[[ Input material open ]]
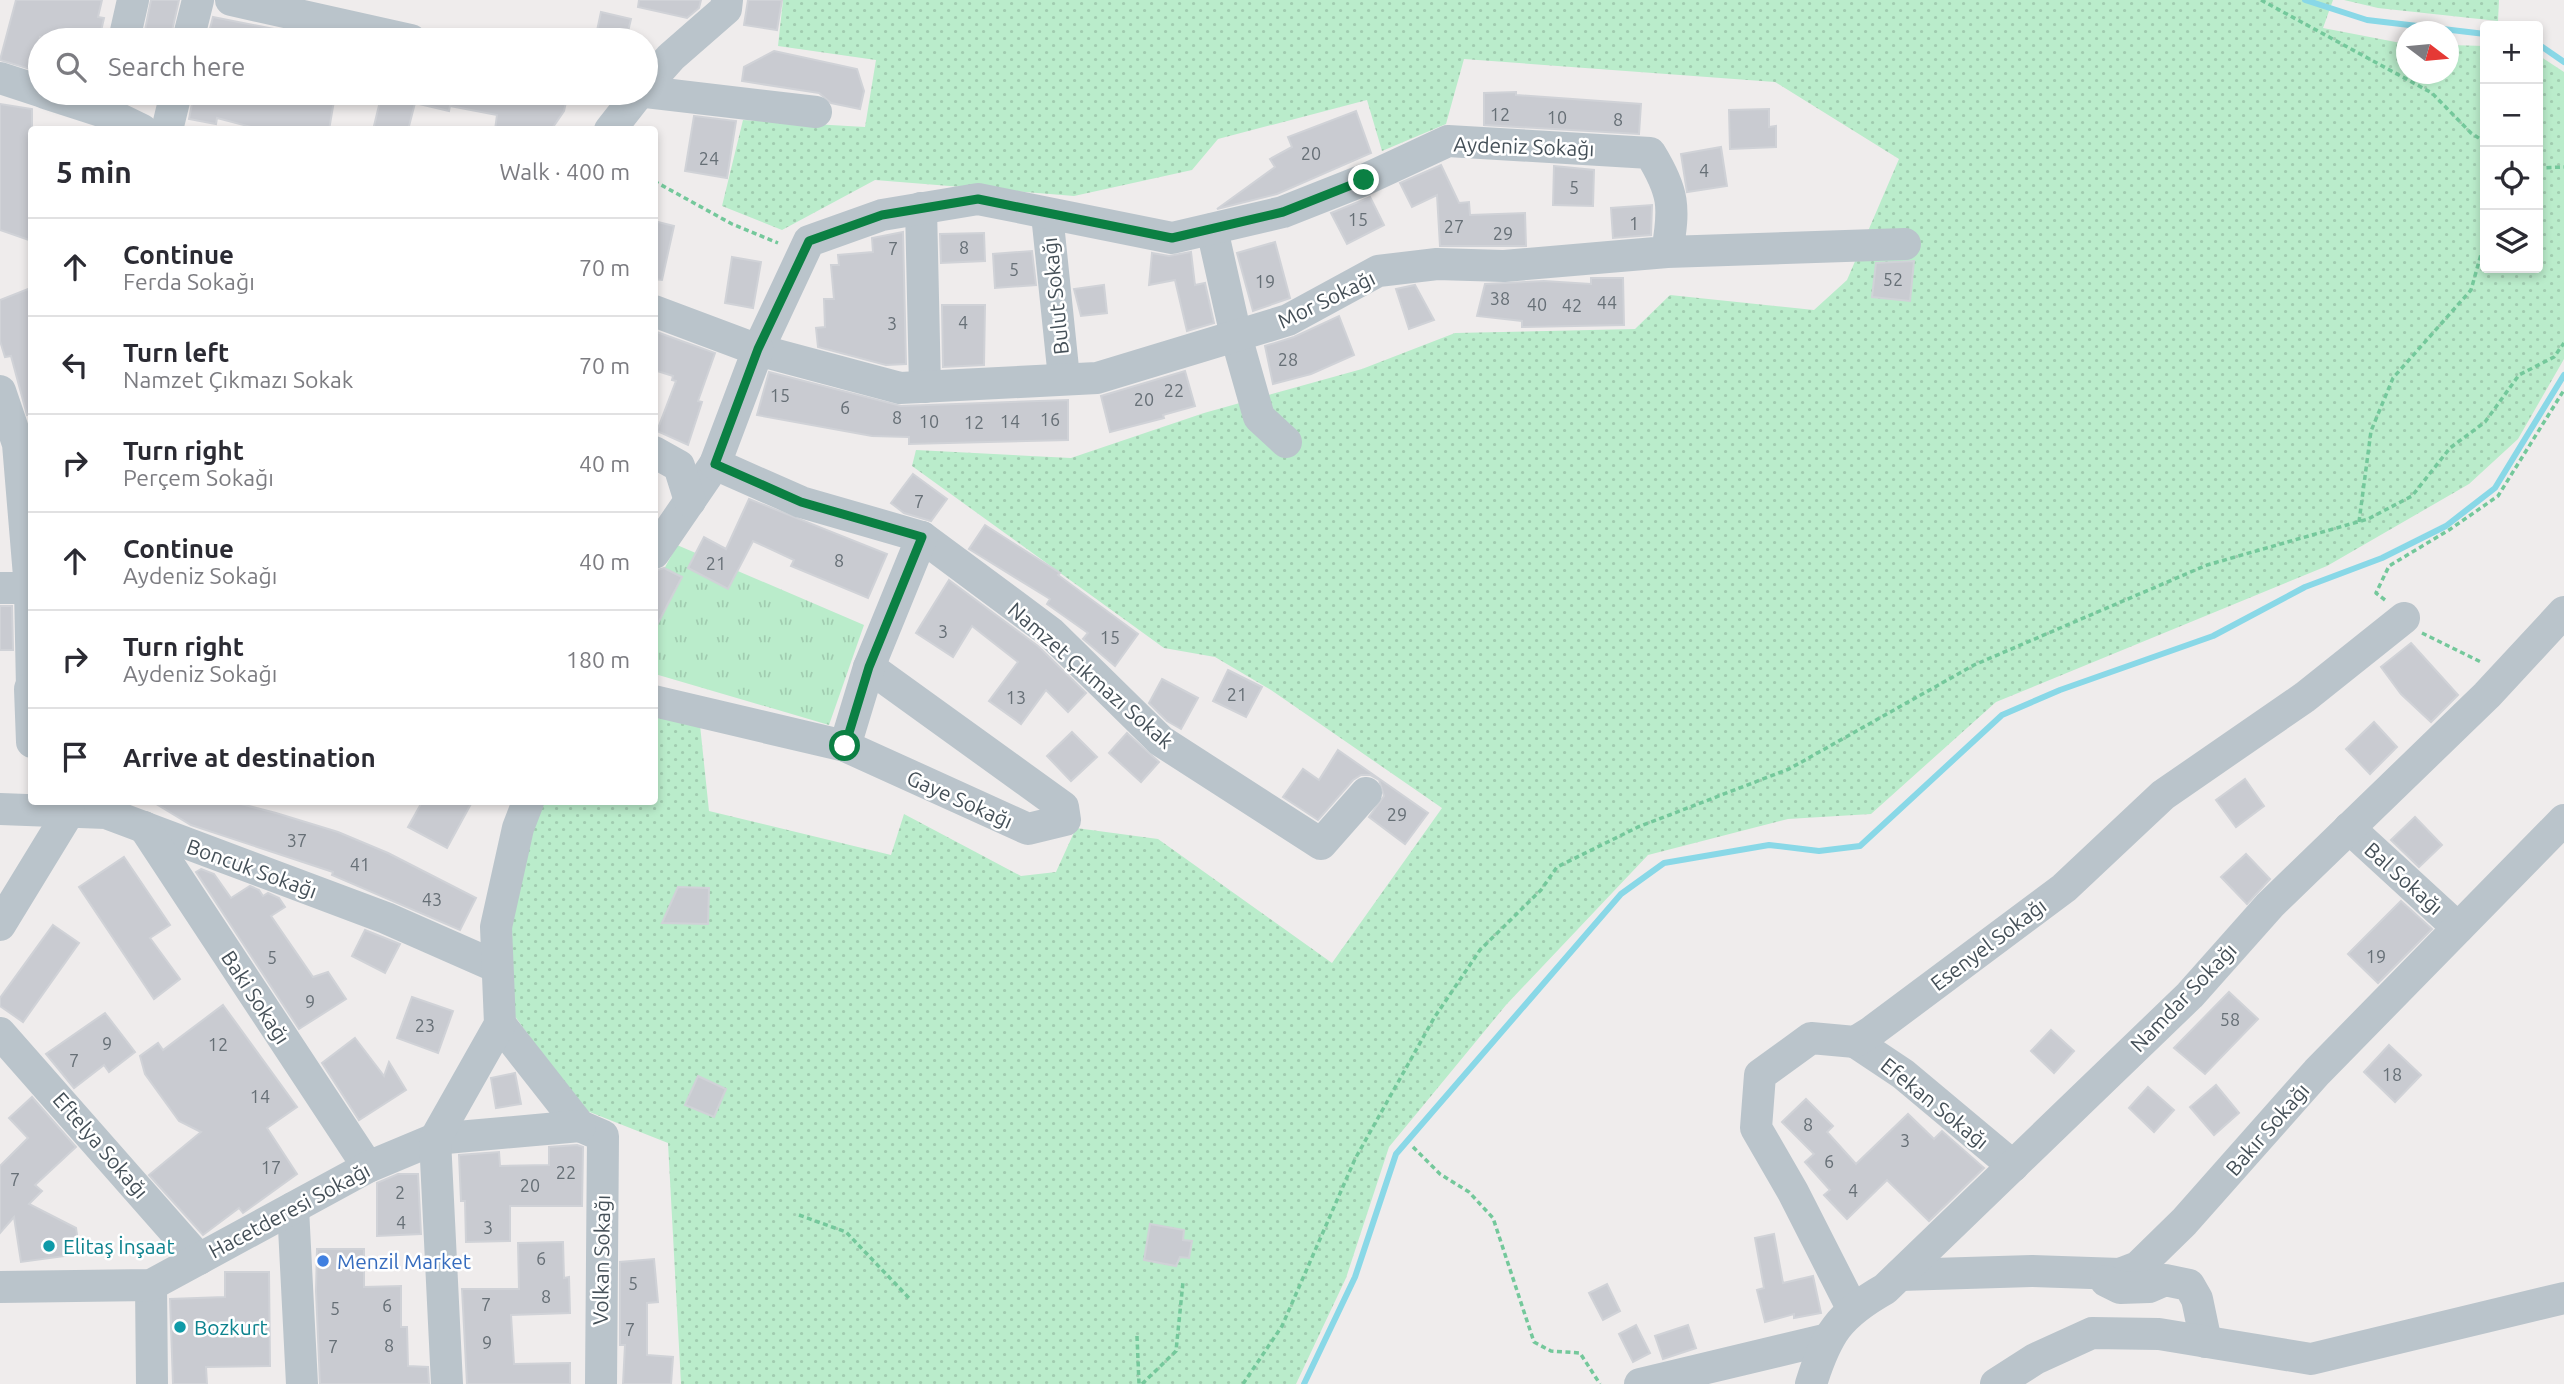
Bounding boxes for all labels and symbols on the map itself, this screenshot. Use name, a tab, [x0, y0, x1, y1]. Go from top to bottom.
north arrow	[2396, 21, 2459, 84]
house number: 12	[1490, 104, 1510, 124]
house number: 10	[1547, 107, 1567, 127]
house number: 8	[1613, 109, 1623, 129]
street label: Aydeniz Sokağı	[1453, 132, 1595, 160]
house number: 20	[1301, 143, 1321, 163]
house number: 24	[699, 148, 719, 168]
house number: 4	[1699, 160, 1709, 180]
route end	[1348, 164, 1379, 195]
house number: 5	[1569, 177, 1579, 197]
house number: 15	[1348, 209, 1368, 229]
house number: 1	[1629, 213, 1639, 233]
house number: 27	[1444, 216, 1464, 236]
house number: 29	[1493, 223, 1513, 243]
street label: Bulut Sokağı	[1037, 236, 1073, 356]
house number: 8	[959, 237, 969, 257]
house number: 7	[888, 238, 898, 258]
house number: 5	[1009, 259, 1019, 279]
street label: Mor Sokağı	[1273, 265, 1379, 333]
house number: 52	[1883, 269, 1903, 289]
house number: 19	[1255, 271, 1275, 291]
house number: 38	[1490, 288, 1510, 308]
house number: 44	[1597, 292, 1617, 312]
house number: 40	[1527, 294, 1547, 314]
house number: 42	[1562, 295, 1582, 315]
house number: 4	[958, 312, 968, 332]
house number: 3	[887, 313, 897, 333]
house number: 28	[1278, 349, 1298, 369]
house number: 22	[1164, 380, 1184, 400]
house number: 15	[770, 385, 790, 405]
house number: 20	[1134, 389, 1154, 409]
house number: 6	[840, 397, 850, 417]
house number: 8	[892, 407, 902, 427]
house number: 16	[1040, 409, 1060, 429]
house number: 10	[919, 411, 939, 431]
house number: 14	[1000, 411, 1020, 431]
house number: 12	[964, 412, 984, 432]
house number: 7	[914, 491, 924, 511]
house number: 8	[834, 550, 844, 570]
house number: 21	[706, 553, 726, 573]
street label: Namzet Çıkmazı Sokak	[1004, 597, 1179, 753]
house number: 3	[938, 621, 948, 641]
house number: 15	[1100, 627, 1120, 647]
house number: 21	[1227, 684, 1247, 704]
house number: 13	[1006, 687, 1026, 707]
route start	[829, 730, 860, 761]
street label: Gaye Sokağı	[903, 765, 1017, 833]
house number: 29	[1387, 804, 1407, 824]
house number: 37	[287, 830, 307, 850]
street label: Boncuk Sokağı	[184, 833, 320, 903]
street label: Bal Sokağı	[2360, 837, 2448, 919]
house number: 41	[350, 854, 370, 874]
house number: 43	[422, 889, 442, 909]
street label: Esenyel Sokağı	[1926, 893, 2050, 995]
street label: Namdar Sokağı	[2125, 938, 2241, 1056]
street label: Baki Sokağı	[217, 946, 295, 1048]
house number: 19	[2366, 946, 2386, 966]
house number: 5	[267, 947, 277, 967]
house number: 9	[305, 991, 315, 1011]
house number: 58	[2220, 1009, 2240, 1029]
house number: 23	[415, 1015, 435, 1035]
house number: 9	[102, 1033, 112, 1053]
house number: 12	[208, 1034, 228, 1054]
house number: 7	[69, 1050, 79, 1070]
street label: Efekan Sokağı	[1876, 1052, 1994, 1154]
house number: 18	[2382, 1064, 2402, 1084]
street label: Bakır Sokağı	[2220, 1078, 2314, 1180]
house number: 14	[250, 1086, 270, 1106]
street label: Eftelya Sokağı	[48, 1087, 154, 1203]
house number: 8	[1803, 1114, 1813, 1134]
house number: 3	[1900, 1130, 1910, 1150]
house number: 6	[1824, 1151, 1834, 1171]
street label: Hacetderesi Sokağı	[204, 1157, 374, 1263]
house number: 17	[261, 1157, 281, 1177]
house number: 22	[556, 1162, 576, 1182]
house number: 7	[10, 1169, 20, 1189]
house number: 20	[520, 1175, 540, 1195]
house number: 4	[1848, 1180, 1858, 1200]
house number: 2	[395, 1182, 405, 1202]
street label: Volkan Sokağı	[588, 1195, 614, 1325]
house number: 4	[396, 1212, 406, 1232]
house number: 3	[483, 1217, 493, 1237]
place label: Elitaş İnşaat	[63, 1234, 175, 1258]
marker: Elitaş İnşaat	[41, 1238, 57, 1254]
house number: 6	[536, 1248, 546, 1268]
place label: Menzil Market	[337, 1249, 471, 1273]
marker: Menzil Market	[315, 1253, 331, 1269]
house number: 5	[628, 1273, 638, 1293]
house number: 8	[541, 1286, 551, 1306]
house number: 7	[481, 1294, 491, 1314]
house number: 6	[382, 1295, 392, 1315]
house number: 5	[330, 1298, 340, 1318]
place label: Bozkurt	[194, 1315, 268, 1339]
marker: Bozkurt	[172, 1319, 188, 1335]
house number: 7	[625, 1319, 635, 1339]
house number: 9	[482, 1332, 492, 1352]
house number: 8	[384, 1335, 394, 1355]
house number: 7	[328, 1336, 338, 1356]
[[ Input material closed ]]
What you are asked to do
Reproduce the whole listing above word for word, but not its pictures.

The answer
Bounding boxes for all labels and symbols on the map itself, this screenshot. Use name, a tab, [x0, y0, x1, y1]. Go from top to bottom.
north arrow	[2396, 21, 2459, 84]
house number: 12	[1490, 104, 1510, 124]
house number: 10	[1547, 107, 1567, 127]
house number: 8	[1613, 109, 1623, 129]
street label: Aydeniz Sokağı	[1453, 132, 1595, 160]
house number: 20	[1301, 143, 1321, 163]
house number: 24	[699, 148, 719, 168]
house number: 4	[1699, 160, 1709, 180]
route end	[1348, 164, 1379, 195]
house number: 5	[1569, 177, 1579, 197]
house number: 15	[1348, 209, 1368, 229]
house number: 1	[1629, 213, 1639, 233]
house number: 27	[1444, 216, 1464, 236]
house number: 29	[1493, 223, 1513, 243]
street label: Bulut Sokağı	[1037, 236, 1073, 356]
house number: 8	[959, 237, 969, 257]
house number: 7	[888, 238, 898, 258]
house number: 5	[1009, 259, 1019, 279]
street label: Mor Sokağı	[1273, 265, 1379, 333]
house number: 52	[1883, 269, 1903, 289]
house number: 19	[1255, 271, 1275, 291]
house number: 38	[1490, 288, 1510, 308]
house number: 44	[1597, 292, 1617, 312]
house number: 40	[1527, 294, 1547, 314]
house number: 42	[1562, 295, 1582, 315]
house number: 4	[958, 312, 968, 332]
house number: 3	[887, 313, 897, 333]
house number: 28	[1278, 349, 1298, 369]
house number: 22	[1164, 380, 1184, 400]
house number: 15	[770, 385, 790, 405]
house number: 20	[1134, 389, 1154, 409]
house number: 6	[840, 397, 850, 417]
house number: 8	[892, 407, 902, 427]
house number: 16	[1040, 409, 1060, 429]
house number: 10	[919, 411, 939, 431]
house number: 14	[1000, 411, 1020, 431]
house number: 12	[964, 412, 984, 432]
house number: 7	[914, 491, 924, 511]
house number: 8	[834, 550, 844, 570]
house number: 21	[706, 553, 726, 573]
street label: Namzet Çıkmazı Sokak	[1004, 597, 1179, 753]
house number: 3	[938, 621, 948, 641]
house number: 15	[1100, 627, 1120, 647]
house number: 21	[1227, 684, 1247, 704]
house number: 13	[1006, 687, 1026, 707]
route start	[829, 730, 860, 761]
street label: Gaye Sokağı	[903, 765, 1017, 833]
house number: 29	[1387, 804, 1407, 824]
house number: 37	[287, 830, 307, 850]
street label: Boncuk Sokağı	[184, 833, 320, 903]
street label: Bal Sokağı	[2360, 837, 2448, 919]
house number: 41	[350, 854, 370, 874]
house number: 43	[422, 889, 442, 909]
street label: Esenyel Sokağı	[1926, 893, 2050, 995]
street label: Namdar Sokağı	[2125, 938, 2241, 1056]
street label: Baki Sokağı	[217, 946, 295, 1048]
house number: 19	[2366, 946, 2386, 966]
house number: 5	[267, 947, 277, 967]
house number: 9	[305, 991, 315, 1011]
house number: 58	[2220, 1009, 2240, 1029]
house number: 23	[415, 1015, 435, 1035]
house number: 9	[102, 1033, 112, 1053]
house number: 12	[208, 1034, 228, 1054]
house number: 7	[69, 1050, 79, 1070]
street label: Efekan Sokağı	[1876, 1052, 1994, 1154]
house number: 18	[2382, 1064, 2402, 1084]
street label: Bakır Sokağı	[2220, 1078, 2314, 1180]
house number: 14	[250, 1086, 270, 1106]
street label: Eftelya Sokağı	[48, 1087, 154, 1203]
house number: 8	[1803, 1114, 1813, 1134]
house number: 3	[1900, 1130, 1910, 1150]
house number: 6	[1824, 1151, 1834, 1171]
street label: Hacetderesi Sokağı	[204, 1157, 374, 1263]
house number: 17	[261, 1157, 281, 1177]
house number: 22	[556, 1162, 576, 1182]
house number: 7	[10, 1169, 20, 1189]
house number: 20	[520, 1175, 540, 1195]
house number: 4	[1848, 1180, 1858, 1200]
house number: 2	[395, 1182, 405, 1202]
street label: Volkan Sokağı	[588, 1195, 614, 1325]
house number: 4	[396, 1212, 406, 1232]
house number: 3	[483, 1217, 493, 1237]
place label: Elitaş İnşaat	[63, 1234, 175, 1258]
marker: Elitaş İnşaat	[41, 1238, 57, 1254]
house number: 6	[536, 1248, 546, 1268]
place label: Menzil Market	[337, 1249, 471, 1273]
marker: Menzil Market	[315, 1253, 331, 1269]
house number: 5	[628, 1273, 638, 1293]
house number: 8	[541, 1286, 551, 1306]
house number: 7	[481, 1294, 491, 1314]
house number: 6	[382, 1295, 392, 1315]
house number: 5	[330, 1298, 340, 1318]
place label: Bozkurt	[194, 1315, 268, 1339]
marker: Bozkurt	[172, 1319, 188, 1335]
house number: 7	[625, 1319, 635, 1339]
house number: 9	[482, 1332, 492, 1352]
house number: 8	[384, 1335, 394, 1355]
house number: 7	[328, 1336, 338, 1356]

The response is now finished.